A display of eight book covers

To make up for it, I read a picture book about Cinderella – Give Us a Smile, Cinderella by Steve Smallman & Marcin Piwowarski.  In this version of the well-known tale the step-sisters are ugly because they are too lazy to brush their teeth.  The Prince is not attracted to their smelly, gappy smiles but Cinderella, who brushes her teeth night and morning, wins his heart.

The other picture books this week are 15 things NOT to do with a baby by Margaret McAllister & Holly Sterling – a comical set of rules for things you really shouldn’t do when your new baby arrives – and Families, Families, Families! by Suzanne & Max Lang.  This simple book is full of families of every shape and size.  It has one simple message: If you love each other, then you’re a family.  Both these books are great for families to share together and will be going on the When a Book Might Help book lists.

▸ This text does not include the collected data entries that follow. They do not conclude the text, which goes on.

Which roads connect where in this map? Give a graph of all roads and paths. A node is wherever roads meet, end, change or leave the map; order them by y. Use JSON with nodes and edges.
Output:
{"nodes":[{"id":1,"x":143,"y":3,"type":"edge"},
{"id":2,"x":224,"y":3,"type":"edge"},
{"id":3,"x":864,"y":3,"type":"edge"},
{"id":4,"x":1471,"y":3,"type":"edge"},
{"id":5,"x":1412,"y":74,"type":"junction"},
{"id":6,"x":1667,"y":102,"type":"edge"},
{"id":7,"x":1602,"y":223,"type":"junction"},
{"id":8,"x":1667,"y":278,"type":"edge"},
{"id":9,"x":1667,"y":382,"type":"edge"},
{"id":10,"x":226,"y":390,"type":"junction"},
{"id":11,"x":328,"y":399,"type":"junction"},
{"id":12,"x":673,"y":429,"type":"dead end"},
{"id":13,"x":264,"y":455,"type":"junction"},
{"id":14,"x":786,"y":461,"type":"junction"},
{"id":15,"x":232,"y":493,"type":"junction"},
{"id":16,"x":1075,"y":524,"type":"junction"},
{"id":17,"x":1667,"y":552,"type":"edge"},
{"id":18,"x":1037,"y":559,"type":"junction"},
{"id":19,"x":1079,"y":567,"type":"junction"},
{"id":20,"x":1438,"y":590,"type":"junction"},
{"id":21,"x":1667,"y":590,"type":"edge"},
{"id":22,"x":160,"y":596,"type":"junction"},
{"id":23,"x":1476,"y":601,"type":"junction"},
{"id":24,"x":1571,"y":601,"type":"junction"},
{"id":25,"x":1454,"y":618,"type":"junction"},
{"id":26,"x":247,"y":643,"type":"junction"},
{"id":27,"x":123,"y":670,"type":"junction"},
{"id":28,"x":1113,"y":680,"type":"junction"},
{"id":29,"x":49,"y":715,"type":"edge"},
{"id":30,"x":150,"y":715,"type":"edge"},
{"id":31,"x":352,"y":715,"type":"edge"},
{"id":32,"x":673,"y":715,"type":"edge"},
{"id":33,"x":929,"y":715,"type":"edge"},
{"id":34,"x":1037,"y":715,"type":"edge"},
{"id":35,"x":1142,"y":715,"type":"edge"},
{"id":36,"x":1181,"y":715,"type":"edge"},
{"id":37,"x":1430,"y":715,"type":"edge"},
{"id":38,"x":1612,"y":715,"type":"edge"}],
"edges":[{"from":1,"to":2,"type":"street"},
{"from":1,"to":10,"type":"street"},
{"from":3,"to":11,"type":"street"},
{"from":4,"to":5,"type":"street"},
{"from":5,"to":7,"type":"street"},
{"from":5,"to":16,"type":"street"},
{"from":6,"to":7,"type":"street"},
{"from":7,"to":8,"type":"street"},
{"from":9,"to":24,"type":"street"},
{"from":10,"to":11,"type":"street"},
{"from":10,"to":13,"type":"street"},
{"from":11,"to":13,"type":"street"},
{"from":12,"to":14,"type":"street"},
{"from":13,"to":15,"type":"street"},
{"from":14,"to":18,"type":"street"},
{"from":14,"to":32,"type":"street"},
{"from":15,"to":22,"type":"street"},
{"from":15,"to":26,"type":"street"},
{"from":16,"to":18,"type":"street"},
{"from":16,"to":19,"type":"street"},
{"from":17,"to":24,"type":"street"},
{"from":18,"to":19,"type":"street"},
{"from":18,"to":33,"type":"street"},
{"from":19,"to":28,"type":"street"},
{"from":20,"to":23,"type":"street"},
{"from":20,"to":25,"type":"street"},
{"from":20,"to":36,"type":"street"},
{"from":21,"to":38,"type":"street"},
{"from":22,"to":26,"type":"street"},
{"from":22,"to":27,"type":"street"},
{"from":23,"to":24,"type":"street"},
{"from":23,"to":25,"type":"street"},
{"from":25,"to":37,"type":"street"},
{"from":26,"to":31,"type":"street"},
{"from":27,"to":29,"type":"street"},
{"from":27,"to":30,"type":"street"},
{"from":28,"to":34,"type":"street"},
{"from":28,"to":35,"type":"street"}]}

The other WABMH books this week were Blabber Mouth by Morris Gleitzman and Not As We Know It by Tom Avery & Kate Grove.  In Blabber Mouth we meet Rowena Batts.  She can’t speak due to having ‘some bits missing from my throat’.  This, her tendency to stuff frogs in people’s mouths and her outlandish father, can make it difficult to make friends.  This is a fun, funny, positive story and makes me want to read more about Rowena.  Not As We Know It is much darker.  It is the story of Ned and Jamie, Star Trek obsessed twins.  They do everything together, but Ned has Cystic Fibrosis and the prognosis is not good.  One day they find something strange on the beach after a storm.  They take the creature, who Ned names Leonard, home with them and hide him in the garage.  Jamie hopes that Leonard will somehow cure Ned’s illness, but Ned has listened to the stories about merfolk and has a different interpretation of how things will end.  A moving and beautifully illustrated story which some adults may find disturbing.

From my ‘fun’ heap I read the eighth book in Alex Scarrow’s Time Riders series, The Mayan Prophecy.  I have enjoyed following the adventures of Liam, Maddy, Sal, Bob & Becks as they try to unravel the mystery of who they are and what they are doing.  Book nine has already been requested from the library and I think that will be the end of their journey.  At the same time I’ve been listening to The City and the Stars by Arthur C Clarke.  Written in 1956 this story felt quite old-fashioned in the way it was written – lots of exposition, both in the text and dialogue.  The ideas, however, were interesting and the ideas about man destroying their environment and isolating themselves from the natural world seemed very relevant.

I’ve kept the best to last.  Aristotle and Dante Discover the Secrets of the Universe by Benjamin Alire Saenz is a beautifully written, lyrical coming of age story.  Dante and Ari have different skills and abilities, different temperaments and different family backgrounds so it seems unlikely that they will become best friends – but they do.  I loved this story.  Despite the occasional violence, it is a very gentle story about a friendship that gradually develops into love.  We so often read about gay people knowing about their sexual preferences from an early age but this was much closer to my own experience.  Looking back, the clues were there and some of my friends were quicker on the uptake than others.  I wished they’d told me!  When I finished this book it took me a while to come back to the real world.  I felt sad that I could never again share Ari and Dante’s story for the first time, but really happy that I had got to know them.  I would recommend this book to anyone who is questioning their sexuality, who has friends who may be going through the experience, or who revels in a good love story.